Next Article in Journal
Development of Machine Learning Algorithms for Application in Major Performance Enhancement in the Selective Catalytic Reduction (SCR) System
Previous Article in Journal
Changes of Macrobenthic Diversity and Functional Groups in Saltmarsh Habitat under Different Seasons and Climatic Variables from a Subtropical Coast
 
 
Article
Peer-Review Record

ERF-XGB: Ensemble Random Forest-Based XG Boost for Accurate Prediction and Classification of E-Commerce Product Review

Sustainability 2023, 15(9), 7076; https://doi.org/10.3390/su15097076
by Daniyal M. Alghazzawi, Anser Ghazal Ali Alquraishee, Sahar K. Badri and Syed Hamid Hasan *
Reviewer 1:
Reviewer 2:
Sustainability 2023, 15(9), 7076; https://doi.org/10.3390/su15097076
Submission received: 8 February 2023 / Revised: 11 April 2023 / Accepted: 12 April 2023 / Published: 23 April 2023

Round 1

Reviewer 1 Report

The presentation of the method looks very well - I congratulate the authors with a good job. However, I have very serious comments on what is inside.

 

I've tried to look at the dataset source [25], and it leads to another article, where the authors state:

"We extract up-to-date movie data (movie name, Metascore, Rating, year, votes, and gross income) from IMDB movie site. This is an ethical (grey area) data extraction process from the internet, which is more accurate and reliable than collecting data from a third party."

 

So, there is no such thing as some fixed dataset, thus if you take it directly online, please provide info like period of time intervals or something, letting to reproduce your results. If I am wrong, just provide the link to the data instead of some indirect articles.

 

In both datasets there are "positive and negative categories", you state it and I have also checked it. So the targeted classification is binary. I have questions then: 

a. Why does your method support three (+neutral, see Figure 1, and there are comments "the sentiments of online reviews are classified using the proposed ERF-XGB approach into three categories as positive, negative and neutral sentiments") categories?

b. If your method supports three categories, then we have no idea if this works simply because there was no dataset used with three in the current article. Maybe it simply won't work?

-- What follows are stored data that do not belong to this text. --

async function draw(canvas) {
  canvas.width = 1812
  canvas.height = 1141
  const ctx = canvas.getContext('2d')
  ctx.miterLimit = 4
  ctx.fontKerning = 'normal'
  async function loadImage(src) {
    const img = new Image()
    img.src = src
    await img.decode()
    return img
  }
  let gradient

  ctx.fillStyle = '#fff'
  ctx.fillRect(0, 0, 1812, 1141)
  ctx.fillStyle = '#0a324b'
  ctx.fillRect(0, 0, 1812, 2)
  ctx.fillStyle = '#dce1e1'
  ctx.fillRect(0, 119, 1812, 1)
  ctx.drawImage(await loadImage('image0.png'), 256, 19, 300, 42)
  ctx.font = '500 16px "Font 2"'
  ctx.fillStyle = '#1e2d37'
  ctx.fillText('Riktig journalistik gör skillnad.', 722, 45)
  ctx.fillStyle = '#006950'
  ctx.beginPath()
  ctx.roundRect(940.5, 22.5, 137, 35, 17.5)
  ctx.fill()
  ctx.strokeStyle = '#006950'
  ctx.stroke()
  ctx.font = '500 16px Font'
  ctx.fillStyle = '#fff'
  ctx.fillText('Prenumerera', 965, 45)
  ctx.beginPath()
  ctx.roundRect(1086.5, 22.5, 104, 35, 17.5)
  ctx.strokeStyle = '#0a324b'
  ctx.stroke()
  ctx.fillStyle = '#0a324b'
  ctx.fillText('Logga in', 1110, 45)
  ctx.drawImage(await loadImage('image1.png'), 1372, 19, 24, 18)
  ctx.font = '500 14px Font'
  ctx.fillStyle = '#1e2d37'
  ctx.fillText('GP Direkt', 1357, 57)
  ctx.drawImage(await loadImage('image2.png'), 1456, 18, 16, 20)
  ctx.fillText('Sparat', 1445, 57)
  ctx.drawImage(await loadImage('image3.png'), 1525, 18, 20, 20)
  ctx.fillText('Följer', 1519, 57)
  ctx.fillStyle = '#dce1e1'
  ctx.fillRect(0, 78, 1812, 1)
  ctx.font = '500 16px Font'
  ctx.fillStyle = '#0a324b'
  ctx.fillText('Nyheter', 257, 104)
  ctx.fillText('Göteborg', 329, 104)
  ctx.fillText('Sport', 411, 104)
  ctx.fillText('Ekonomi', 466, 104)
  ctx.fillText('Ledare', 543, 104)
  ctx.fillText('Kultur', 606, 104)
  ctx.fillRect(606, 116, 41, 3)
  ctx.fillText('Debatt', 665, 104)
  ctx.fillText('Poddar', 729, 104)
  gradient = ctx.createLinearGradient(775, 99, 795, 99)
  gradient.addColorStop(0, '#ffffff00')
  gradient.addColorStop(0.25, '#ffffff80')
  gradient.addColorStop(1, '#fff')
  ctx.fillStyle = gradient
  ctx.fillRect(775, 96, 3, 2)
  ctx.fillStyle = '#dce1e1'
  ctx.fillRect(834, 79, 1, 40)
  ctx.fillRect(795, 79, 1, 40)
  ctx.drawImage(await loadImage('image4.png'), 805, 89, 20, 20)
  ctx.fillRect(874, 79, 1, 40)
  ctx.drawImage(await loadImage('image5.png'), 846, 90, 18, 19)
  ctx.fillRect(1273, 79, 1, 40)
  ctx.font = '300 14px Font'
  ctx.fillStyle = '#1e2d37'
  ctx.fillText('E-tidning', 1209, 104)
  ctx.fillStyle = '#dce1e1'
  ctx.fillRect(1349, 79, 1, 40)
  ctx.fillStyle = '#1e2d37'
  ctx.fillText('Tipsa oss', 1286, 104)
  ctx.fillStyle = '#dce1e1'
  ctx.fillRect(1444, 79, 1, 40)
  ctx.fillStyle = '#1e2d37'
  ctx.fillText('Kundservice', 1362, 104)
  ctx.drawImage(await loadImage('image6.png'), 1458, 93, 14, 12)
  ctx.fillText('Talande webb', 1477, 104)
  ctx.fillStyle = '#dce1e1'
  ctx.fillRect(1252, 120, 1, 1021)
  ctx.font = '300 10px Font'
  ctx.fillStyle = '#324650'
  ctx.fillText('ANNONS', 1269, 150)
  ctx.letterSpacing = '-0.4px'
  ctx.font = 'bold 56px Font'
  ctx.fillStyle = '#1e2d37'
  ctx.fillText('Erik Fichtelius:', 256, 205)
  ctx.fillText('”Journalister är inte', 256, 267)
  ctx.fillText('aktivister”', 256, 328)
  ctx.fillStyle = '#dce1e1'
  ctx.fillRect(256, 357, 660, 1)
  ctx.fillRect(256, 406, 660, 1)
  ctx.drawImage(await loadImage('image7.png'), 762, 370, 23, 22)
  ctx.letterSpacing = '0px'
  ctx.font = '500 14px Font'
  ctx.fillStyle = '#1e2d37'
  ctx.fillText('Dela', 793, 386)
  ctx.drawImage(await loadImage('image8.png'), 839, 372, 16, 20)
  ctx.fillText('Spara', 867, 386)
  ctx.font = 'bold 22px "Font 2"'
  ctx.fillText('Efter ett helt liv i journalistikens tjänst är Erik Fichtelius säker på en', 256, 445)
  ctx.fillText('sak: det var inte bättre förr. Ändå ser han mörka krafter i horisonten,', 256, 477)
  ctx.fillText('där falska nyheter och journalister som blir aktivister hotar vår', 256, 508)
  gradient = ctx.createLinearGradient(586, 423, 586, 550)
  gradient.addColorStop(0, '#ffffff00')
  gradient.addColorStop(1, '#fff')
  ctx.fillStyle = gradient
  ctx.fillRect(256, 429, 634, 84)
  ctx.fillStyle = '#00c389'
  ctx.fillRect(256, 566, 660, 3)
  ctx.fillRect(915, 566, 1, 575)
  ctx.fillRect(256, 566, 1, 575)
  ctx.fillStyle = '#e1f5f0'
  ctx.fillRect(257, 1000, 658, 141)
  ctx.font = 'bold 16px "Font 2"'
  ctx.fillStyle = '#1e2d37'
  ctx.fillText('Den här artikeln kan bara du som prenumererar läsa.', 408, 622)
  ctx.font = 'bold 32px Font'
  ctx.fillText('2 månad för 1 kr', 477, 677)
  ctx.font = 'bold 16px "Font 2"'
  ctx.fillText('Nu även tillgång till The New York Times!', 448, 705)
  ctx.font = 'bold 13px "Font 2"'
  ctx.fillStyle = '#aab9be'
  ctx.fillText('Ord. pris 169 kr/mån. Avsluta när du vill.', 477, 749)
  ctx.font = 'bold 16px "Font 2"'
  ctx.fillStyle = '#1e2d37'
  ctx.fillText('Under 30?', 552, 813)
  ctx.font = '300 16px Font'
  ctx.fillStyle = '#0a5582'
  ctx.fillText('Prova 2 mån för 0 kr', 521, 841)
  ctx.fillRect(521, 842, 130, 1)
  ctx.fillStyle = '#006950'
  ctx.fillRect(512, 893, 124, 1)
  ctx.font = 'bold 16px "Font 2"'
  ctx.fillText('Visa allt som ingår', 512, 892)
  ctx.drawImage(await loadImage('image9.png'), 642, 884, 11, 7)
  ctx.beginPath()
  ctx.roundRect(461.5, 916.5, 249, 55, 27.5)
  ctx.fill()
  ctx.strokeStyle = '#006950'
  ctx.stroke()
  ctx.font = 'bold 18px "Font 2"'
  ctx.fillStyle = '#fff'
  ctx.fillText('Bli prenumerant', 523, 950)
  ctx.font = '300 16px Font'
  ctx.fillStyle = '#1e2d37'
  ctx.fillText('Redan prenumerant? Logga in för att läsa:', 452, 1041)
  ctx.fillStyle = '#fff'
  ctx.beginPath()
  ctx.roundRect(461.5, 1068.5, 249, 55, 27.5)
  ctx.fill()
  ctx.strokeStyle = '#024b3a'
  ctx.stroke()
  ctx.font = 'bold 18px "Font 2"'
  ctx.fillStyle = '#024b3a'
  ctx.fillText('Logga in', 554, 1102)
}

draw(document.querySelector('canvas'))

Discuss the topic of the number of categories explicitly, please.

 

I don't see that the dataset would be split into learning and testing parts, the proportions are not provided either, thus I assume that you calculate metrics and methods are learning using the same data. There are examples on the internet where the results are better. Let's take a look at this Kaggle amateur research:

https://www.kaggle.com/code/thikhuyenle/combination-of-cnn-lstm-for-text-classification

There is some keypoints on it:

1. it uses 50000 IMDB reviews instead of 25000

2. the accuracy reaches 97%

3. author also splits the dataset into testing and validating(which is often omitted)

 

I am absolutely sure that for practical purposes the accuracy of the learning part is not representative at all, if you want to convince me that your method works - provide the performance metric on the testing part, e.g. 30% of data must be not involved in the training process - it must be used for testing (metric calculations) purposes only. My doubts would be gone if you would provide train and validation accuracy curves, where X would be a number of iterations of the optimization method, similarly as it is done in that amateur Kaggle mini-research.

 

The selection of methods used in this article is very weird, I have these questions:

1. You use modified XGboost, so why didn't you compare it to the original XGboost?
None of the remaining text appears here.